Directions: Which lines of the records below contain the word "dead"? Report each of them in full.

Listed entries:
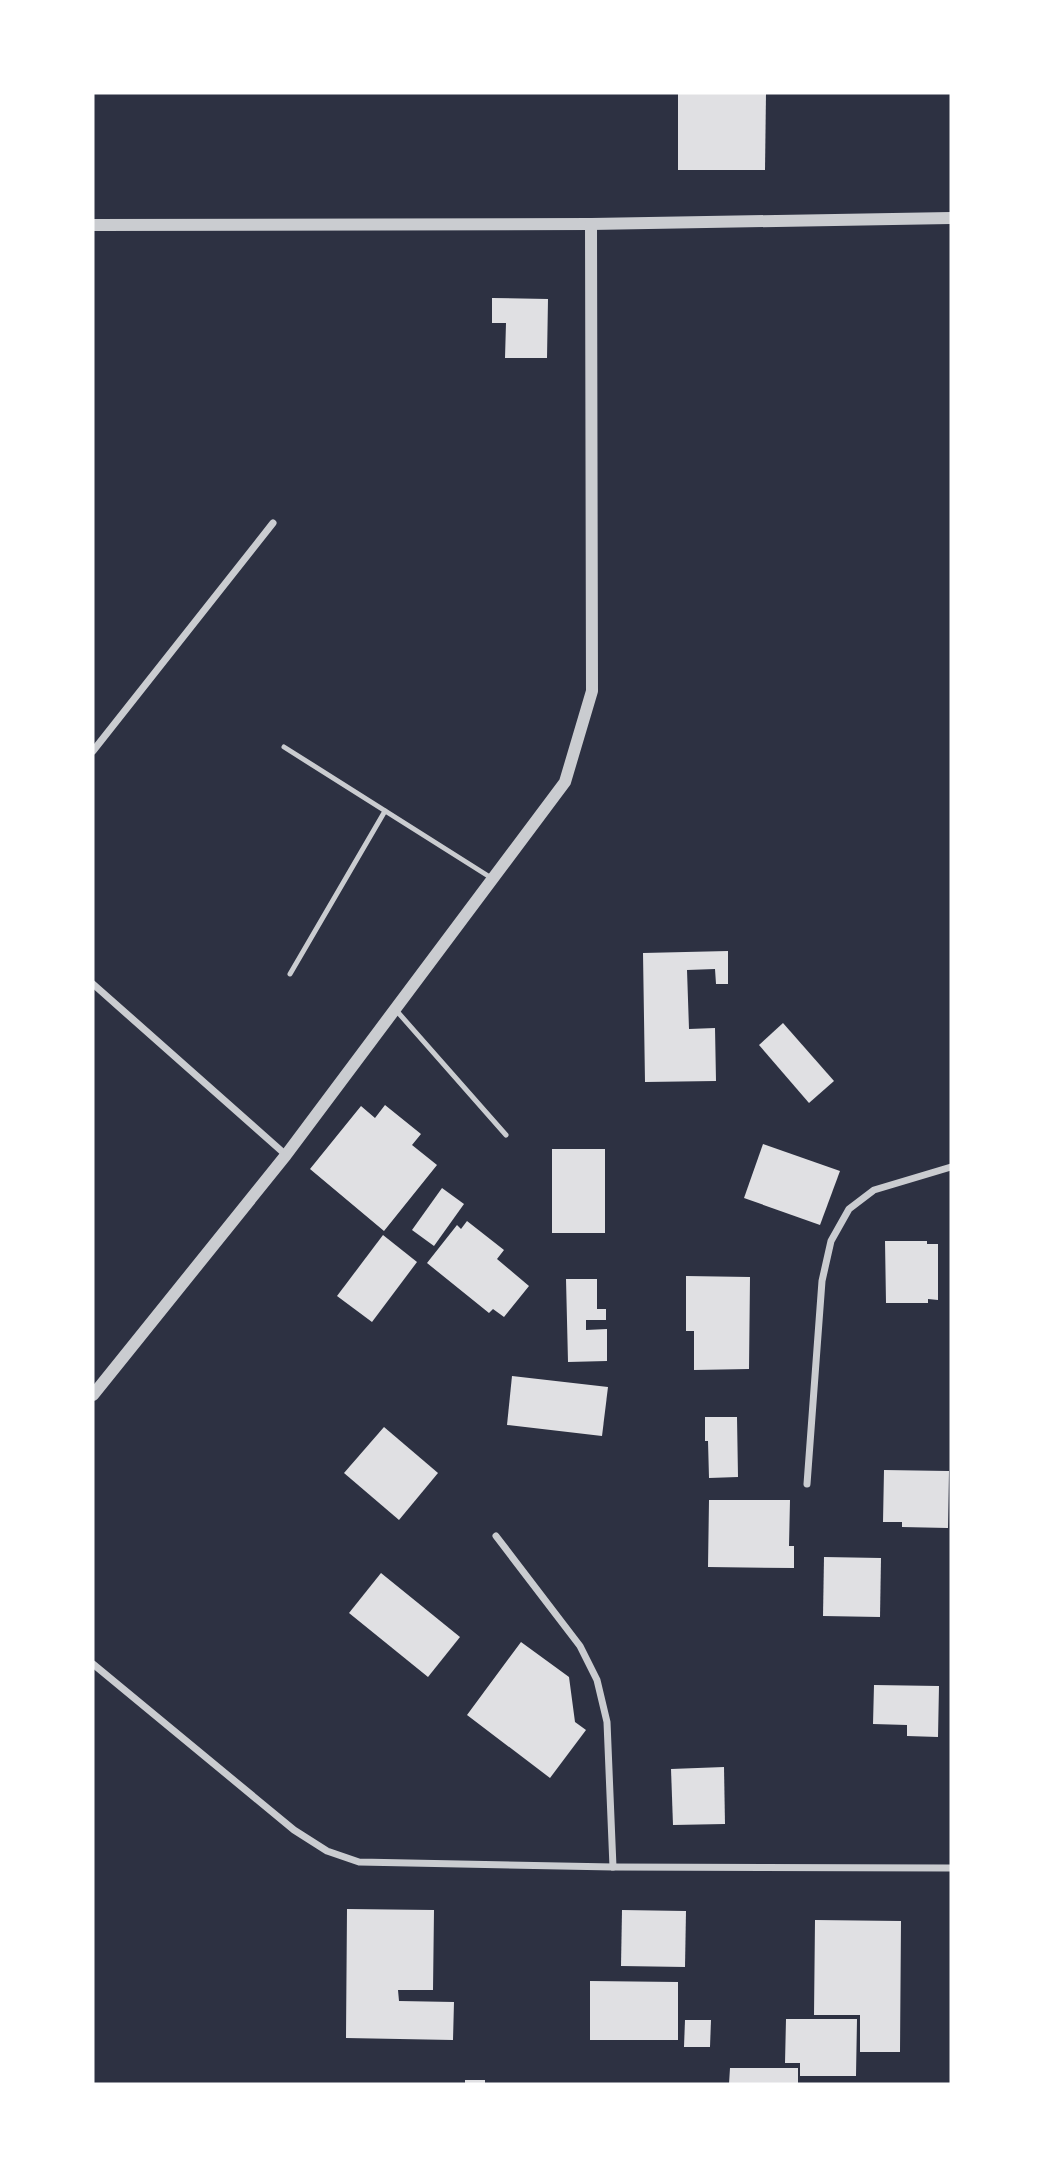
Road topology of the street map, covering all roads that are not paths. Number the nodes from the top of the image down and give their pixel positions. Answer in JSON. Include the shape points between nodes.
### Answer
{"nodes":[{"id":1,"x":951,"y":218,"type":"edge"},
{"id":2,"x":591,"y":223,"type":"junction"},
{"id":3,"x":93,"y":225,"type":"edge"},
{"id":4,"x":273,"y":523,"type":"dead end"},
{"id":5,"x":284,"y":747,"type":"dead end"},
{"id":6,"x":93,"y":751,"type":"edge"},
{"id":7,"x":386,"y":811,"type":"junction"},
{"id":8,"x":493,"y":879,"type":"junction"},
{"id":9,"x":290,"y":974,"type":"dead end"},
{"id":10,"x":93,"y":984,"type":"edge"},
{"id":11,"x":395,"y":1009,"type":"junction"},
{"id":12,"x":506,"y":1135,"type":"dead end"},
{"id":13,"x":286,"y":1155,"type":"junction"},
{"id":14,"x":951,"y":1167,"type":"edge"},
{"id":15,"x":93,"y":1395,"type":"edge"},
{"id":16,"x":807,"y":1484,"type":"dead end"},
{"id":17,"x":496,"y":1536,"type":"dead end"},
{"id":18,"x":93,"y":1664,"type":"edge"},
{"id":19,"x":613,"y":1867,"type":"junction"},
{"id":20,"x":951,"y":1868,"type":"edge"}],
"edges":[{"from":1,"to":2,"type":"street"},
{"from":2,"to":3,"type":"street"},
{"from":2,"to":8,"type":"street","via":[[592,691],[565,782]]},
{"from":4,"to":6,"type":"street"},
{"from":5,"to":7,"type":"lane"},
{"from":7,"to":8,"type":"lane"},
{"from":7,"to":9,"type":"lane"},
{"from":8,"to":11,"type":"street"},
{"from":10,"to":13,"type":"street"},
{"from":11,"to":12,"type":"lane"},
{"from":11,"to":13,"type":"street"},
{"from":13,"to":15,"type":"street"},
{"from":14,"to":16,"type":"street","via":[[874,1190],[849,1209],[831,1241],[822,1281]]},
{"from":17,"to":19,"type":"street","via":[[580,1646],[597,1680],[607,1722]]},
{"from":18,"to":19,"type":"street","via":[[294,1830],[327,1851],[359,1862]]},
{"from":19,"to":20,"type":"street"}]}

Response:
{"id":4,"x":273,"y":523,"type":"dead end"},
{"id":5,"x":284,"y":747,"type":"dead end"},
{"id":9,"x":290,"y":974,"type":"dead end"},
{"id":12,"x":506,"y":1135,"type":"dead end"},
{"id":16,"x":807,"y":1484,"type":"dead end"},
{"id":17,"x":496,"y":1536,"type":"dead end"},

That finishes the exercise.